Italian carmaker Fiat SpA will invest $1.1 billion and build 120,000 cars a year in Russia to take advantage of state investment incentives and a recovering car industry, Russia's Economy Ministry said.
The company, which was left without a local Russian partner after a proposed deal with Sollers fell through earlier this year, has been drawing up plans to go it alone and may finalize a deal this week, the ministry's senior official in charge of car assembly negotiations Dmitry Levchenkov told reporters.
We have prepared the agreement. It will be signed later this week. The agreement is based on an old assembly regime, but Fiat is taking on additional obligations -- a new (higher) capacity of 120,000 cars per year, Levchenkov said.
His comments suggest Fiat may have been able to broker a more lenient deal than rivals who have the advantage of a local manufacturer to act as a springboard for production.
Based on a framework set earlier this year, overseas carmakers would have to build around 350,000 cars a year in Russia, up from an earlier barrier of 25,000, in return for a scrapping of import tariffs on parts.
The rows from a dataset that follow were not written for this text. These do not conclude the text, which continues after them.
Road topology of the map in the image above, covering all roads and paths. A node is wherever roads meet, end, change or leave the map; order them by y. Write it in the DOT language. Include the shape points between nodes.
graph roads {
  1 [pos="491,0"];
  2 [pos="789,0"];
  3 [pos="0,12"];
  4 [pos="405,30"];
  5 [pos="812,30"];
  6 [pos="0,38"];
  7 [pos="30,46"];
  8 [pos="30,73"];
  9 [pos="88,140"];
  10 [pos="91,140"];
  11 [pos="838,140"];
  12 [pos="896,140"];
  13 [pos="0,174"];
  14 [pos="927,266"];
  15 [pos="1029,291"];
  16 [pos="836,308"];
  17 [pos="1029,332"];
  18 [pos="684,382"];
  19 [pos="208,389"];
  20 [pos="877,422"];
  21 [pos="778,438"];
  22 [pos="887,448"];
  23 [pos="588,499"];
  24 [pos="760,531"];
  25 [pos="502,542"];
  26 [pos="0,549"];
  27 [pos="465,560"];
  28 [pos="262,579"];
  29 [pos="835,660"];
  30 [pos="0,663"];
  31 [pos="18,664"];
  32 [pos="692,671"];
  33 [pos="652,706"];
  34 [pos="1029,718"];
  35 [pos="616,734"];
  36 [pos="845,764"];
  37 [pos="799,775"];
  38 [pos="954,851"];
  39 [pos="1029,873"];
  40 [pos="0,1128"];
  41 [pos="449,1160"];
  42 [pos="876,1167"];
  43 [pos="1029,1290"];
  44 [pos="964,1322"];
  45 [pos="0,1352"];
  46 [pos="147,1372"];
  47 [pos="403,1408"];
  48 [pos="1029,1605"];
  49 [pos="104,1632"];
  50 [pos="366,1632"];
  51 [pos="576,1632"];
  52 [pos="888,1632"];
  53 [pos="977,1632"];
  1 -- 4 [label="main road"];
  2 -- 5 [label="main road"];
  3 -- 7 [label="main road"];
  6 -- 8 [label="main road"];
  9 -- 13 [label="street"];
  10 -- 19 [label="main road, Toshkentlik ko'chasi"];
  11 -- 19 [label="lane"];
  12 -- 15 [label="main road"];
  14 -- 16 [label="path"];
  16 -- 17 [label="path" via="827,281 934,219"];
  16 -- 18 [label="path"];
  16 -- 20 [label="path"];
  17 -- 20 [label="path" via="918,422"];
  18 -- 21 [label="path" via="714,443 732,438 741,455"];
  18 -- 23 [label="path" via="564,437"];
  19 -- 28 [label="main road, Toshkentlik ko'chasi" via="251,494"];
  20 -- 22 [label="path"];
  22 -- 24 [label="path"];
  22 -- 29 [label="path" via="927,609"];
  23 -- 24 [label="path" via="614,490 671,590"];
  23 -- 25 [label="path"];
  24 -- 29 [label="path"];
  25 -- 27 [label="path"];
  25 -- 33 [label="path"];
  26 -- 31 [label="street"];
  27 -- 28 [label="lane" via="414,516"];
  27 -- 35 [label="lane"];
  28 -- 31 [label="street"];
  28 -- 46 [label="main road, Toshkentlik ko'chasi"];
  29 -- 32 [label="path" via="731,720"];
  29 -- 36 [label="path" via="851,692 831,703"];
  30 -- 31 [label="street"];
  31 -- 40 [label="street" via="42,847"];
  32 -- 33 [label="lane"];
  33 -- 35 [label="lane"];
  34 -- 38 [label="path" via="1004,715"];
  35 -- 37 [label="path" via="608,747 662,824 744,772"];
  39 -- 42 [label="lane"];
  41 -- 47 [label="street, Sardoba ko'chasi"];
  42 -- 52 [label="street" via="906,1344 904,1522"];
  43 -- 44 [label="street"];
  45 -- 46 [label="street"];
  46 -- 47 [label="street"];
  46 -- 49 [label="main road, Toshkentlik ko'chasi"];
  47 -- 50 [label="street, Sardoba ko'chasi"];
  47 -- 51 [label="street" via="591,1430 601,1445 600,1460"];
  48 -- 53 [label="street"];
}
The new scheme has raised eyebrows at the European Union and may hold back Russia's long-held plans to join the World Trade Organization.
Russia's car industry looked set to overtake Germany as the biggest in Europe before the global economic crisis halved annual sales in 2009 and plunged many manufacturers, including industry leader AvtoVAZ, into financial crisis.
The industry is on track to recover pre-crisis levels in 2012, while overseas makers are being lured to support the industry with greater expertise and technology in the event of any future crisis.
Levchenkov said four foreign carmakers and their partners had now agreed to invest $5 billion under new conditions on local manufacturing set by the government earlier this year.
He said Ford's partnership with Sollers would contribute $1.2 billion, while General Motors, which will assemble Chevrolets at Russia's GAZ plant, would invest $1 billion.
A spokesperson for Fiat declined to comment.
Levchenkov said the Italian firm was in late-stage talks with Russian state-controlled Sberbank about financing. Under the agreement the firm will build a factory in Nizhny Novgorod.